Work to be completed:
Review the material and extract every line in which the word "Zhusupa" occurs.

<<<<

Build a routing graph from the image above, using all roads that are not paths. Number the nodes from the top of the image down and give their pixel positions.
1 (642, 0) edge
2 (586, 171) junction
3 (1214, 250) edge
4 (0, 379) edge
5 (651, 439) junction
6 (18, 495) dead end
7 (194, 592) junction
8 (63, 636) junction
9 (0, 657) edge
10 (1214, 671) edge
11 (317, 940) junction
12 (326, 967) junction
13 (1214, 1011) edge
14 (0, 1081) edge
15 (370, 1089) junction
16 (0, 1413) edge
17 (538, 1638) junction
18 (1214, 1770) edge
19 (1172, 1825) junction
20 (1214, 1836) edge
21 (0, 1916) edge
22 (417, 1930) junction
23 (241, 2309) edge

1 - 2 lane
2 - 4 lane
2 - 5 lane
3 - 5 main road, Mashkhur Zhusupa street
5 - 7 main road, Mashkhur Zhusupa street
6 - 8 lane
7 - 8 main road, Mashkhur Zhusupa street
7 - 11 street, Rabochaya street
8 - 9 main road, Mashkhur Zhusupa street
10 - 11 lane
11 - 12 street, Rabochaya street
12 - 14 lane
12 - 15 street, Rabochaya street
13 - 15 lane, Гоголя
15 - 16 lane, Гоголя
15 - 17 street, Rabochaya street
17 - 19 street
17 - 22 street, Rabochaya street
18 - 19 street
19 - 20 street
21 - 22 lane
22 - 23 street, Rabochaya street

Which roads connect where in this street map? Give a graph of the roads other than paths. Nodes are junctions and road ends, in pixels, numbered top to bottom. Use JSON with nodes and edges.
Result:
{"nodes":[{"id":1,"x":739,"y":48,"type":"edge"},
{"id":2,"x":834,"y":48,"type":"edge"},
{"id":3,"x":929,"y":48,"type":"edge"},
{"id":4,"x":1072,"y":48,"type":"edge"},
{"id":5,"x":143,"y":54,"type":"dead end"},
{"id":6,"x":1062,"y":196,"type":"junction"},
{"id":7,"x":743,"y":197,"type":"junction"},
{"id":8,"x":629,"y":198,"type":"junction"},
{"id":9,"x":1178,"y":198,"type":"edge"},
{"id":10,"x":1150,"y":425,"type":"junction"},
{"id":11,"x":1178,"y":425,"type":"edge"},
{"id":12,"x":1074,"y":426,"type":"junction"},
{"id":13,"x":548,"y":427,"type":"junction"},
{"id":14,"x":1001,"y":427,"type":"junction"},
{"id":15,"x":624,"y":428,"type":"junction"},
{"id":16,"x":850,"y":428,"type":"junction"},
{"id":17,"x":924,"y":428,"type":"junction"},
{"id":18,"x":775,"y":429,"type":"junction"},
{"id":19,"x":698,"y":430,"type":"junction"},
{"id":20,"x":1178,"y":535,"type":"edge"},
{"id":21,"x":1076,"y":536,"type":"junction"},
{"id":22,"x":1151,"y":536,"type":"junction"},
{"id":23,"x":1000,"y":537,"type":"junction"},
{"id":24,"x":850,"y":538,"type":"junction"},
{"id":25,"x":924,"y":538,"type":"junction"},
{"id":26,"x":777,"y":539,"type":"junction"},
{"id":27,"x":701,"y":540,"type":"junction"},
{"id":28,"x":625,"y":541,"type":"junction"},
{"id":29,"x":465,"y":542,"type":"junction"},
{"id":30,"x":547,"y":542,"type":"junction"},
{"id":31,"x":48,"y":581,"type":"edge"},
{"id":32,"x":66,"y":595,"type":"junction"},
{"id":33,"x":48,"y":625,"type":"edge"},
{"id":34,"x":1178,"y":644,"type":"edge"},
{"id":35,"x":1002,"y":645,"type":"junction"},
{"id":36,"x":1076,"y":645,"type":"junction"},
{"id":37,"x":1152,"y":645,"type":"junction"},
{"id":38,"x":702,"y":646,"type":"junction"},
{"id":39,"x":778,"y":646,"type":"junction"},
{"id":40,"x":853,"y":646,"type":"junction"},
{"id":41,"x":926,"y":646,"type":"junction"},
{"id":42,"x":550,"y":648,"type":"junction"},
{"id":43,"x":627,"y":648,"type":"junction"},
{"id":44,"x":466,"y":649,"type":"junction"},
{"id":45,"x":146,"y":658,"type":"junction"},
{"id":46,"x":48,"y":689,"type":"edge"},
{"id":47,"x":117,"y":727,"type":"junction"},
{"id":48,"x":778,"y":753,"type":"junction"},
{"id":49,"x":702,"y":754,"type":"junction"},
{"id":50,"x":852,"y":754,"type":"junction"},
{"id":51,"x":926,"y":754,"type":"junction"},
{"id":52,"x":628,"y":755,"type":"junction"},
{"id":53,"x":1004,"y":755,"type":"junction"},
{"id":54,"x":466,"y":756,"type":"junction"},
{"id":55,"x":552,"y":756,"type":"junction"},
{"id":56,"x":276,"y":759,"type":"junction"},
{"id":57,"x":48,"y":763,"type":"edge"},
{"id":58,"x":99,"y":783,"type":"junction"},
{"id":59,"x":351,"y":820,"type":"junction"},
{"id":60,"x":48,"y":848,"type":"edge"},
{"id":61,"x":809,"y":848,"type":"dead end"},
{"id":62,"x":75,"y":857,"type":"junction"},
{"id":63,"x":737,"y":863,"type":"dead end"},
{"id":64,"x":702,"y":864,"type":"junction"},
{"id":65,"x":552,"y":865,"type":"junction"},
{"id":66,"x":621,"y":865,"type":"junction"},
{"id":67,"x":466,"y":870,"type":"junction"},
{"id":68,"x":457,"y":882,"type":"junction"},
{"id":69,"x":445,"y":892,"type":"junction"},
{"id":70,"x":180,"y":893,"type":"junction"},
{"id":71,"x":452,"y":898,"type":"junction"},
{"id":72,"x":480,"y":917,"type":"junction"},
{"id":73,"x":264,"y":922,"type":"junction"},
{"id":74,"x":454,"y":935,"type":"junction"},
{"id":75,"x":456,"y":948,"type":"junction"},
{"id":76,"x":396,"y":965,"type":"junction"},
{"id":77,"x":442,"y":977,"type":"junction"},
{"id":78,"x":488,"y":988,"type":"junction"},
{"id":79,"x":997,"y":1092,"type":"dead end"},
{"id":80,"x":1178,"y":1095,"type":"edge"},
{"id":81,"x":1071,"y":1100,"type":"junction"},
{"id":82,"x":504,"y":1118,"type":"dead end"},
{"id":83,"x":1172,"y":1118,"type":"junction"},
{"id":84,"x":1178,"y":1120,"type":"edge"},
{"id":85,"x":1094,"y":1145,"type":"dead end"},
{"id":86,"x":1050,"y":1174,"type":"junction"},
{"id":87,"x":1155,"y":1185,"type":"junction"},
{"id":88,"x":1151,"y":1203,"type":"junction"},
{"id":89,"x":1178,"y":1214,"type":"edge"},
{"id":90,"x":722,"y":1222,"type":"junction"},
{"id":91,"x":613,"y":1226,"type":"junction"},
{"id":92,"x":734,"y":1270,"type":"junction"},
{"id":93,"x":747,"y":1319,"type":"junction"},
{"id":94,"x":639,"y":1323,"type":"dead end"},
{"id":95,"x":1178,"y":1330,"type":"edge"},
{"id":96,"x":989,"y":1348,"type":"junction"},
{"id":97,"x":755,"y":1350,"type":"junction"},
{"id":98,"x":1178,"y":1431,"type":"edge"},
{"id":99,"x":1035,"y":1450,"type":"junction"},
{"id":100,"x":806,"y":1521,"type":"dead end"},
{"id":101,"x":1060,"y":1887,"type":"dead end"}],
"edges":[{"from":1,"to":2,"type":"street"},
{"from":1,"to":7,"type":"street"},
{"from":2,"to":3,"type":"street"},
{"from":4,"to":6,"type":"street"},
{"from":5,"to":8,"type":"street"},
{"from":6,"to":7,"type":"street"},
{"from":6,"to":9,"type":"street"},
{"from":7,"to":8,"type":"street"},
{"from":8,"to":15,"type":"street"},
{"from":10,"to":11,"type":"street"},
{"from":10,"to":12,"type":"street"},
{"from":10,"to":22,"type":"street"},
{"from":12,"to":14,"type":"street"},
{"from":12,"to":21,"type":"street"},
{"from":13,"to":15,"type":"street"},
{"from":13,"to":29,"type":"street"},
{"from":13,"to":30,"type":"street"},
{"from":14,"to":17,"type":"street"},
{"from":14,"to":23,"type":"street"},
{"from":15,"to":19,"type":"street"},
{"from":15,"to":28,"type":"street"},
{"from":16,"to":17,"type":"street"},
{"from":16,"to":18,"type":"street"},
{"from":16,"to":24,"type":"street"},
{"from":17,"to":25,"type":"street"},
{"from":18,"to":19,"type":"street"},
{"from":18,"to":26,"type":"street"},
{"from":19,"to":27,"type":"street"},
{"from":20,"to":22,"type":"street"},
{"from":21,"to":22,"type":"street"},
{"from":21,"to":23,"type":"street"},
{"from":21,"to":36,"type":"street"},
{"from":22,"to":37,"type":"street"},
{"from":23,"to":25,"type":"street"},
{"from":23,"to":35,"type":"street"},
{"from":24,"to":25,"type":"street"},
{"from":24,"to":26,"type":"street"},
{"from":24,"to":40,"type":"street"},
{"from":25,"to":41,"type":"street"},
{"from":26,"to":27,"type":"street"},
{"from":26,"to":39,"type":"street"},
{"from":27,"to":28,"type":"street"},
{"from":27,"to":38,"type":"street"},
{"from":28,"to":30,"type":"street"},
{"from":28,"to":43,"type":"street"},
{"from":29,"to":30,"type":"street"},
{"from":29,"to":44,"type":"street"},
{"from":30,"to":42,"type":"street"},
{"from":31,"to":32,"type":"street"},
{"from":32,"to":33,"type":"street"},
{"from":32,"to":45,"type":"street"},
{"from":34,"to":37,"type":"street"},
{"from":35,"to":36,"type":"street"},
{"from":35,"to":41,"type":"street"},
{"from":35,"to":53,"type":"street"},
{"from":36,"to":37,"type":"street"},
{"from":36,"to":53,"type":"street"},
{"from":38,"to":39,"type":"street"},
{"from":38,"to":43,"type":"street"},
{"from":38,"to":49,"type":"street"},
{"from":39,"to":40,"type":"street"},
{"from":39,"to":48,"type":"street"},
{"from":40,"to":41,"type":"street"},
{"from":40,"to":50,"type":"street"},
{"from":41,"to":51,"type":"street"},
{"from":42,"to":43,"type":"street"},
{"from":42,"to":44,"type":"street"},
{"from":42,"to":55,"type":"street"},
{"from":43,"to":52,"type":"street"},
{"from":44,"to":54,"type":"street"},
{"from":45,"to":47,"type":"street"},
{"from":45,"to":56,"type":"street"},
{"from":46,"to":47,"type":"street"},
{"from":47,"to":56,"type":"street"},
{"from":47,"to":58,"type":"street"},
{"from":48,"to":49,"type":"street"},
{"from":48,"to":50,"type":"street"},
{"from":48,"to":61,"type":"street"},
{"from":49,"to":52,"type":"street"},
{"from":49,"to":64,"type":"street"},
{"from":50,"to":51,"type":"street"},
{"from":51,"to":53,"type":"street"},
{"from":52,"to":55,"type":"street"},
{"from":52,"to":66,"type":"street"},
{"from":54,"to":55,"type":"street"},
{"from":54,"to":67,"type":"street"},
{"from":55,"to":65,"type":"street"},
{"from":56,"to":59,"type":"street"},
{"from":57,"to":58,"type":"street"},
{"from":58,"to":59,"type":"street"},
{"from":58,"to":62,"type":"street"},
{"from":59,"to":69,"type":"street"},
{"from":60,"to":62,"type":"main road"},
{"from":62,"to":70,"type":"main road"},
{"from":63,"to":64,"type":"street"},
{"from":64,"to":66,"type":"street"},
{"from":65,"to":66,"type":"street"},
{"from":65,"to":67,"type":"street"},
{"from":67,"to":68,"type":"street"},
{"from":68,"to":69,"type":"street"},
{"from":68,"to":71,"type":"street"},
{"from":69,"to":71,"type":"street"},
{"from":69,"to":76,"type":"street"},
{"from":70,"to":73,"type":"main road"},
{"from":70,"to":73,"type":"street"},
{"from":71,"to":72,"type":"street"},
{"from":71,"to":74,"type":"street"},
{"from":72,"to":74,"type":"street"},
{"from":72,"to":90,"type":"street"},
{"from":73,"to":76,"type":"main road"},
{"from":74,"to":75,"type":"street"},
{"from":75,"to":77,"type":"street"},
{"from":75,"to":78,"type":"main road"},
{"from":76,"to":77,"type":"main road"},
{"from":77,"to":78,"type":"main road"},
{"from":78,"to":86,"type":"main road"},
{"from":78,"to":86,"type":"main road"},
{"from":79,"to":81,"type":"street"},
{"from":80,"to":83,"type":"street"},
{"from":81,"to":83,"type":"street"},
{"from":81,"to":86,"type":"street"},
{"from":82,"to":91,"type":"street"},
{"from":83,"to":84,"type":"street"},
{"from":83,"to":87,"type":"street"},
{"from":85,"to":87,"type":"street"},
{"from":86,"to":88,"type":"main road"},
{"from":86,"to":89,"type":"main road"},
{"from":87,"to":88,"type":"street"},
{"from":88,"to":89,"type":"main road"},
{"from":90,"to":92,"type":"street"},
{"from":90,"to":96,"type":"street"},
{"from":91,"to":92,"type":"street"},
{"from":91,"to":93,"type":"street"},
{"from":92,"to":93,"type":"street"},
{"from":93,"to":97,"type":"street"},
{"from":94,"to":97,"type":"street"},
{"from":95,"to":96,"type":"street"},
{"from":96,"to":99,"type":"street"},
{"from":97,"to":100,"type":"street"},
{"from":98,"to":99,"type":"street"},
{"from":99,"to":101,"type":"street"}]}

>>>>

Answer area:
3 - 5 main road, Mashkhur Zhusupa street
5 - 7 main road, Mashkhur Zhusupa street
7 - 8 main road, Mashkhur Zhusupa street
8 - 9 main road, Mashkhur Zhusupa street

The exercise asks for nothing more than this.